So here's the full text of the speech that someone wrote for Bush to read yesterday. It was such a relief for Washington Post conservative columnist Jennifer Rubin who was hired to give a right-wing perspective on the universe and spends all her time lately denouncing Señor Trumpanzee. Yesterday she blared, proudly, This is what a president sounds like! Yeah, yeah... "Former president George W. Bush gave a speech today-- a bookend, if you will, to Sen. John McCain’s (R-AZ) address early in the week upon accepting the Liberty Medal. Bush spoke in a tone and with substance so different from what we have become acclimatized to hearing that his address has provoked a huge, bipartisan thumbs-up, as though the country collectively could say, 'Oh, that is what a president is supposed to sound like!'"




Bush surely had President Trump in mind when he addressed conspiracy theories, nativism, incivility and more, but I think it’s safe to say his intended audience was the moribund GOP. We have now seen the party he used to lead decline into passivity and pure partisanship, again and again enabling Trump rather than rallying to American principles and looking to the c0mmon good. We’ve seen Republicans eschew governance in favor of divisive sloganeering. One president like Trump is bad enough; the acceptance of his inhumanity by one of the major parties is a tragedy and national emergency.

...Every Republican who endorsed Trump, turns a blind eye to his unfitness, or excuses his heinous language and conduct should feel shame upon hearing those words.


Bush’s recommendation is simple but hardly simplistic: “We need to recall and recover our own identity. Americans have a great advantage: To renew our country, we only need to remember our values.” He’s talking to you, Republicans, who’ve forgotten what he rightly calls the American creed:
Our identity as a nation-- unlike many other nations-- is not determined by geography or ethnicity, by soil or blood.
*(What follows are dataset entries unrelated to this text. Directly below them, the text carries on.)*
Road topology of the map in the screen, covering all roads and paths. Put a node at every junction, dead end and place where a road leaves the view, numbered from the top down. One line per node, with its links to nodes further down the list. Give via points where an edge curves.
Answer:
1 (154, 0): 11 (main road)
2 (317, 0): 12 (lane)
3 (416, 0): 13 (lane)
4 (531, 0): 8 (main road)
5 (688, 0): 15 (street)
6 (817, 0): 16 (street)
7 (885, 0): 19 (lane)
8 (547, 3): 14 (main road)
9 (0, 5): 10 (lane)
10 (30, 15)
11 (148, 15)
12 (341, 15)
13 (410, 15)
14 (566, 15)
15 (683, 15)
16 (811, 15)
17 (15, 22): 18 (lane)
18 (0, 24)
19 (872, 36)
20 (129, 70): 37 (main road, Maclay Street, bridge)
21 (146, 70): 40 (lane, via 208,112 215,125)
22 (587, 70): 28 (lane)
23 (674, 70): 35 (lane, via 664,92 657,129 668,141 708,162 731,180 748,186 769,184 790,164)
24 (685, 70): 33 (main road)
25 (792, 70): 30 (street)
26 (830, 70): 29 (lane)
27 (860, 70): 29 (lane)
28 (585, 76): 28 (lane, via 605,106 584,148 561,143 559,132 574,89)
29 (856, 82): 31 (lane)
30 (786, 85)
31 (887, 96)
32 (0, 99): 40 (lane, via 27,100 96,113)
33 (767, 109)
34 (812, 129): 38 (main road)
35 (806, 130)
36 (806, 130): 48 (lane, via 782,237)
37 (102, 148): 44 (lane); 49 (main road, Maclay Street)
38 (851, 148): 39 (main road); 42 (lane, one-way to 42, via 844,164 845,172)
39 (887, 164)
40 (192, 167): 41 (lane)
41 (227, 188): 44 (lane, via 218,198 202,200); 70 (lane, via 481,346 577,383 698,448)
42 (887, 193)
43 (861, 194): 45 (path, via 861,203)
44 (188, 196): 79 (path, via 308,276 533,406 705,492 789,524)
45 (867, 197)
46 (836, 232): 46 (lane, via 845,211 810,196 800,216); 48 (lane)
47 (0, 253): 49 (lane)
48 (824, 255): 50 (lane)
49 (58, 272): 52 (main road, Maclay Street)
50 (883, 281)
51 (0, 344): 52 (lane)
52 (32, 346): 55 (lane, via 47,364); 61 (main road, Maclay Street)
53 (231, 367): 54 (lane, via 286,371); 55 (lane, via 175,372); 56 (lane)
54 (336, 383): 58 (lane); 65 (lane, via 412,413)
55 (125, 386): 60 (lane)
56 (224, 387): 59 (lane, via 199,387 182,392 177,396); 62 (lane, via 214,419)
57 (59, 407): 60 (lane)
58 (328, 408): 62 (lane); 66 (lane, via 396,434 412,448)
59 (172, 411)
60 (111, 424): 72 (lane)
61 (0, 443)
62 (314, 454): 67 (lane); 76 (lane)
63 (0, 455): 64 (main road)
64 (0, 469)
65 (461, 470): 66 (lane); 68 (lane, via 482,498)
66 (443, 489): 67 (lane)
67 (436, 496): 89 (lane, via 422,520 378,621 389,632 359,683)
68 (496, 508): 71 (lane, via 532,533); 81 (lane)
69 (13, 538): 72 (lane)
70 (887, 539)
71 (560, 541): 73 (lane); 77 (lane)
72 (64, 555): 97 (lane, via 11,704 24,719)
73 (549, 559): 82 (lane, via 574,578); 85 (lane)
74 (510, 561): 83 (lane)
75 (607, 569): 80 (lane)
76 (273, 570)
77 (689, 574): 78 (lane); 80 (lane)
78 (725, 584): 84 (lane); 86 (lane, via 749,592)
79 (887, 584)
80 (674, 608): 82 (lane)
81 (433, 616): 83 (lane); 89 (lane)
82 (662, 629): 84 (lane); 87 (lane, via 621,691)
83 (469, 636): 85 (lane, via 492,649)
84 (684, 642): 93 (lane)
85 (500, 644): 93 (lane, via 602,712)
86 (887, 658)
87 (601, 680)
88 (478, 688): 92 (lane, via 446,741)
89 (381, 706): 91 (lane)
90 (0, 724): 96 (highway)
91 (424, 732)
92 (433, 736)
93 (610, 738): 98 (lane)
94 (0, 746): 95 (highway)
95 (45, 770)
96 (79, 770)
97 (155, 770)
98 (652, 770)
Being an American involves the embrace of high ideals and civic responsibility. We become the heirs of Thomas Jefferson by accepting the ideal of human dignity found in the Declaration of Independence. We become the heirs of James Madison by understanding the genius and values of the U.S. Constitution. We become the heirs of Martin Luther King, Jr., by recognizing one another not by the color of their skin, but by the content of their character.

This means that people of every race, religion, and ethnicity can be fully and equally American. It means that bigotry or white supremacy in any form is blasphemy against the American creed.


There is nothing in his four basic recommendations-- hardening our defenses against external threats to democracy, maintaining U.S. leadership in the world, strengthening democratic citizenship and “call[ing] on the major institutions of our democracy, public and private, to consciously and urgently attend to the problem of declining trust”-- that Democrats of good faith should dispute. They’ll have differences in specifics (When should we intervene internationally? Which electoral reforms do we need?) but that is understandable and healthy.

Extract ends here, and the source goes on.